Minister na konferencji zapowiedział ponadto utworzenie sieci strategicznych szpitali. Stworzymy specjalne rozwiązania, przekształcając instytuty medyczne i szpitale kliniczne w strukturę strategicznych szpitali gwarantujących dostęp do najbardziej skomplikowanego leczenia - wyjaśnił i dodał, że będą one finansowane i oceniane inaczej niż pozostałe placówki.
W ramach szpitali strategicznych powstanie też sieć leczenia raka
"Podjęliśmy decyzję o zbudowaniu struktury szpitali strategicznych ministerstwa zdrowia, które będą gwarantowały pacjentom stały i bezpieczny dostęp do najbardziej skomplikowanych procedur medycznych" - powiedział.

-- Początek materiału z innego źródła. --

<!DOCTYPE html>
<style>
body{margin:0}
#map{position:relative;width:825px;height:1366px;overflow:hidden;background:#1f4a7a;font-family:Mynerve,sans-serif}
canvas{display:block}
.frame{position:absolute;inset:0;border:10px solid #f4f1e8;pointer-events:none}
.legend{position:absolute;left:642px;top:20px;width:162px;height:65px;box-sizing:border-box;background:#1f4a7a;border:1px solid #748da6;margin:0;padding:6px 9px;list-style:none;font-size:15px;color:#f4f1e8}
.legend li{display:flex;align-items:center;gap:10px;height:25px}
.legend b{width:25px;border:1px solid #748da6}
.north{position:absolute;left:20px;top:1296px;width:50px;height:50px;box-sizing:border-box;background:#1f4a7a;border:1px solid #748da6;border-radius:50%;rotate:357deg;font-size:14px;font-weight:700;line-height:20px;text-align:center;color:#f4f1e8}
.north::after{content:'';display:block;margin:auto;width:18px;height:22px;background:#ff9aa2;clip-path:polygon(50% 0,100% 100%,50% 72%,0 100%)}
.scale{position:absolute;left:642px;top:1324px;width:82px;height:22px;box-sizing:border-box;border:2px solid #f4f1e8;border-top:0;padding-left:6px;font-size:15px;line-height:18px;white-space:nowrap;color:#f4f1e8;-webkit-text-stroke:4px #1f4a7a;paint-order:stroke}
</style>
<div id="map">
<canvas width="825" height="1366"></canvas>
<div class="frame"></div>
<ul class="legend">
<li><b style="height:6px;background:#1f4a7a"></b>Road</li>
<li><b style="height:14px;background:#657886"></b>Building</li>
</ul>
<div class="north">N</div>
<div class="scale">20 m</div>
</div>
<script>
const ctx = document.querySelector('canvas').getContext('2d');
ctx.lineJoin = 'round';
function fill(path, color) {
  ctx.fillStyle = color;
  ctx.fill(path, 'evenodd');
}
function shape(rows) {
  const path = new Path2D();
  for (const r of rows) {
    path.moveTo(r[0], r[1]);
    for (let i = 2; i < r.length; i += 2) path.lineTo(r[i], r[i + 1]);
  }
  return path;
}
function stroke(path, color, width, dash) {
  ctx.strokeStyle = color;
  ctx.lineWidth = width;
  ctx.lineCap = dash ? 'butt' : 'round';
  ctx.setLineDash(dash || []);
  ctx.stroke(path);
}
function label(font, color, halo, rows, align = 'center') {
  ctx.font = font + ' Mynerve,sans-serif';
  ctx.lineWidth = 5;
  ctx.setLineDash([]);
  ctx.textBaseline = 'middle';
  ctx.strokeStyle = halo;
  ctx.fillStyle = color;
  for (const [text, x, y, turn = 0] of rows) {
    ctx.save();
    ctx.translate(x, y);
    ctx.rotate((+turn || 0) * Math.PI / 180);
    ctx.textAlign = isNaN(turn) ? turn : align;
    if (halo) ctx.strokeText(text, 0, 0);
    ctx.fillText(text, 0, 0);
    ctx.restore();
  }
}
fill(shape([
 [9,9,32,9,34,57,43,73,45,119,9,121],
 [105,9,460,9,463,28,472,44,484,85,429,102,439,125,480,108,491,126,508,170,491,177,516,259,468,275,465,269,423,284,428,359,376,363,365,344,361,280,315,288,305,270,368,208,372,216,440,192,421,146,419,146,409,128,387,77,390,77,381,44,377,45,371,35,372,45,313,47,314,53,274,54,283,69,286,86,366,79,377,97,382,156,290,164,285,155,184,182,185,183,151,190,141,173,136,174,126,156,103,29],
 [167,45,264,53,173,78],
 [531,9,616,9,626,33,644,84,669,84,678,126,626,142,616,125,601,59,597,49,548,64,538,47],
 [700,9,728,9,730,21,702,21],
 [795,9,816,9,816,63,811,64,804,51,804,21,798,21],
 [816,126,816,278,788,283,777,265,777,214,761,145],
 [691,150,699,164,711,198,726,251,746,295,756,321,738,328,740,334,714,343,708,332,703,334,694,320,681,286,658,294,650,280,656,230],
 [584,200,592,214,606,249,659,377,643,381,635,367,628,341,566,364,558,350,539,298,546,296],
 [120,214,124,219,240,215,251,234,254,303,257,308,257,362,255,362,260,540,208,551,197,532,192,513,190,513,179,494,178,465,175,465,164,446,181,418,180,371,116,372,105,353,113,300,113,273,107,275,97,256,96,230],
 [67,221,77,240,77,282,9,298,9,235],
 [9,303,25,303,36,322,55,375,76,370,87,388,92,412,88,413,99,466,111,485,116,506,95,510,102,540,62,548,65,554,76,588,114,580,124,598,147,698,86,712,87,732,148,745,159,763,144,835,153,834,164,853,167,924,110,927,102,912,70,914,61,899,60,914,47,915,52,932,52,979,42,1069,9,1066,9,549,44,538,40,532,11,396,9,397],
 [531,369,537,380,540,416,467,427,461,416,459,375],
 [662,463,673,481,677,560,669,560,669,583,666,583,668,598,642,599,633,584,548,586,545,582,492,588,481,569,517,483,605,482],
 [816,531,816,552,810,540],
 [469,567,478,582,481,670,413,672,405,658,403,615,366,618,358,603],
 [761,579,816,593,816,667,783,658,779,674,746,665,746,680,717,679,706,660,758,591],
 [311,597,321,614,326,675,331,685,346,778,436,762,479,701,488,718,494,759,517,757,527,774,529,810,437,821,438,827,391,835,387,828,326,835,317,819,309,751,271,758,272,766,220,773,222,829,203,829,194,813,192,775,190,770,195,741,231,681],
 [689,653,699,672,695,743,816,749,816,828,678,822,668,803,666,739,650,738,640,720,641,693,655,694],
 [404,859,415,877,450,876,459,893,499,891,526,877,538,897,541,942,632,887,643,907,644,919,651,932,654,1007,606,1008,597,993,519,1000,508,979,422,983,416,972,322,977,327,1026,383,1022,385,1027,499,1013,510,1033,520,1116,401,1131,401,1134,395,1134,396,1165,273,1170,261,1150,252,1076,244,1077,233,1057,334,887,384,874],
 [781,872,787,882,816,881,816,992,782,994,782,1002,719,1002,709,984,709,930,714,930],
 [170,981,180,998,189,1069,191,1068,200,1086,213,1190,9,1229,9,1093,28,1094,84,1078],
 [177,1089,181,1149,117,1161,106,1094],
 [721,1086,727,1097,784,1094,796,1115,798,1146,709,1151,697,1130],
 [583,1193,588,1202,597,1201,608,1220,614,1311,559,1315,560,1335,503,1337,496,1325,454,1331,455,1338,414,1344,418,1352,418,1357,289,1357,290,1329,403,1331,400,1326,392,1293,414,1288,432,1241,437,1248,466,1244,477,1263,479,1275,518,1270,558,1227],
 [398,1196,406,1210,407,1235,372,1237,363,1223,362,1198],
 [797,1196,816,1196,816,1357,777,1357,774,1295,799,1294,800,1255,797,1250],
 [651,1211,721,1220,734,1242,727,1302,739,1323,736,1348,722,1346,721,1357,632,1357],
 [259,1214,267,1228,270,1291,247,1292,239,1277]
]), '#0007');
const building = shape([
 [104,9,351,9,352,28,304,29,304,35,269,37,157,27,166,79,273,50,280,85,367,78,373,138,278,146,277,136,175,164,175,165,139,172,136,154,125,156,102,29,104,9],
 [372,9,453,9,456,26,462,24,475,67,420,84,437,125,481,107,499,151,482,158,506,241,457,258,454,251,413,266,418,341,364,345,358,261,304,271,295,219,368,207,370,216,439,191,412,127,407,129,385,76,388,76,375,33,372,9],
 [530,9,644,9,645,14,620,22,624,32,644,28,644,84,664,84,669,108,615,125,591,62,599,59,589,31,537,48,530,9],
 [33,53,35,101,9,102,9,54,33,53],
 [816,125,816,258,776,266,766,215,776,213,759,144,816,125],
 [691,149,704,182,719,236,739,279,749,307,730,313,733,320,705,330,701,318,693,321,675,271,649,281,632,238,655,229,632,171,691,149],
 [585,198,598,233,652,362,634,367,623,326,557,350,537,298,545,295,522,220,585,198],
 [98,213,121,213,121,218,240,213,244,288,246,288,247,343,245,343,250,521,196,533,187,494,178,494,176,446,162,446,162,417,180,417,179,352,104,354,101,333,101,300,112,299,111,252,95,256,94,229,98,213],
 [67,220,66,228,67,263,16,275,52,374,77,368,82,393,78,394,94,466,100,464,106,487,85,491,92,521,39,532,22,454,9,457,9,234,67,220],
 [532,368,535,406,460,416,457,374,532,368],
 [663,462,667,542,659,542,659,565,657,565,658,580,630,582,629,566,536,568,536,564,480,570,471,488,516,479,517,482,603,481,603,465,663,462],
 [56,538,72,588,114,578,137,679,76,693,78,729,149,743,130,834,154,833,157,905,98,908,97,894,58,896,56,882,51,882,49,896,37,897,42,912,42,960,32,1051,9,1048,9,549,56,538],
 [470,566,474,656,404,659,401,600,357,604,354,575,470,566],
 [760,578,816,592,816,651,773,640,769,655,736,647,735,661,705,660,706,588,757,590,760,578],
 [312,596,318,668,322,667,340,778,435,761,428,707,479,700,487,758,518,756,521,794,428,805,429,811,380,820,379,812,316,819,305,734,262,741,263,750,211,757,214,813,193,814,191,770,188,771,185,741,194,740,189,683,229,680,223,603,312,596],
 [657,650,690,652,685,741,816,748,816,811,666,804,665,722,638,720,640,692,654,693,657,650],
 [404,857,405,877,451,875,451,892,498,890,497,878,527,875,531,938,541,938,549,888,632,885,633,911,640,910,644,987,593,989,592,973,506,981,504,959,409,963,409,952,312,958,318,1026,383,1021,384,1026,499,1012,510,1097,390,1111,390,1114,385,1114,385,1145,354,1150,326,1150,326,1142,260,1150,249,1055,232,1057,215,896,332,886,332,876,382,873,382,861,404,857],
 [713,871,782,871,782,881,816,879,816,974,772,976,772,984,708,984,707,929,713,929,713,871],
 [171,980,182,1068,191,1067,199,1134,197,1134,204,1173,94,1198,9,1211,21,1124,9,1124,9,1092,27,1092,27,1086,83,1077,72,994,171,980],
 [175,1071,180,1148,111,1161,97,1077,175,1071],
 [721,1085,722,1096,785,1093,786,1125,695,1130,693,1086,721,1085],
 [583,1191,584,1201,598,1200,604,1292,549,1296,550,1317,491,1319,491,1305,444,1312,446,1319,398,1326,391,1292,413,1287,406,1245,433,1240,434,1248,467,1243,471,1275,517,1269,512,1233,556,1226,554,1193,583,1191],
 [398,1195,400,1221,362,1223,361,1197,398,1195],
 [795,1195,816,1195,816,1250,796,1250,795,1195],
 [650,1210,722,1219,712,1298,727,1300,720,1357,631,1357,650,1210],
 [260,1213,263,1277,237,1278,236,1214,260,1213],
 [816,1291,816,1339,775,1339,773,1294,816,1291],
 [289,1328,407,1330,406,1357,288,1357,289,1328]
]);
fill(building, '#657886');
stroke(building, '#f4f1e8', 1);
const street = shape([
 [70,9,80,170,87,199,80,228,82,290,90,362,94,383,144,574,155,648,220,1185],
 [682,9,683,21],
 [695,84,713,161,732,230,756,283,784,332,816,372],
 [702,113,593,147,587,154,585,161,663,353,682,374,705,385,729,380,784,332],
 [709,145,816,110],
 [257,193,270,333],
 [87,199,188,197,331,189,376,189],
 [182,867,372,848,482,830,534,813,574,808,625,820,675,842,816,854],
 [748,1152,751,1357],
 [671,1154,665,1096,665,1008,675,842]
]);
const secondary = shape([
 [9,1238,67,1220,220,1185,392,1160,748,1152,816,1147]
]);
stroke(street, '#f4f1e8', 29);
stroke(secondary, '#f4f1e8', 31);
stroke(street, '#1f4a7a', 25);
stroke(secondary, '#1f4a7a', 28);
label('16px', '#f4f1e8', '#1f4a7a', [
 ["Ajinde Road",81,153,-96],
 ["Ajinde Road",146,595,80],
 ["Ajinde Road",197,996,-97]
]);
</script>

Przypomniał, że instytuty medyczne są dziś zadłużone na kilkaset milionów złotych, a zobowiązania szpitali klinicznych przekroczyły 2 mld zł. Jak ocenił, dziś instytuty medyczne działają jak wielkie, specjalistyczne szpitale, a prowadzona w nich działalność naukowa jest marginalna. Minister zapowiedział zmiany w ustawie o instytutach medycznych. Działalność naukowa ma zostać rozdzielona od działalności medycznej.
Dodał, że w ramach struktury szpitali strategicznych powstanie też sieć leczenia raka w Polsce. Placówki, które się w niej znajdą, będą akredytowały inne ośrodki i pokazywały sposób, w jaki będzie leczony pacjent.
"To sieć leczenia raka, czyli najlepsi eksperci w Polsce, będą decydowali, czy dana jednostka może leczyć nowotwór pacjenta, czy nie, i w jaki sposób" - wyjaśnił Arłukowicz.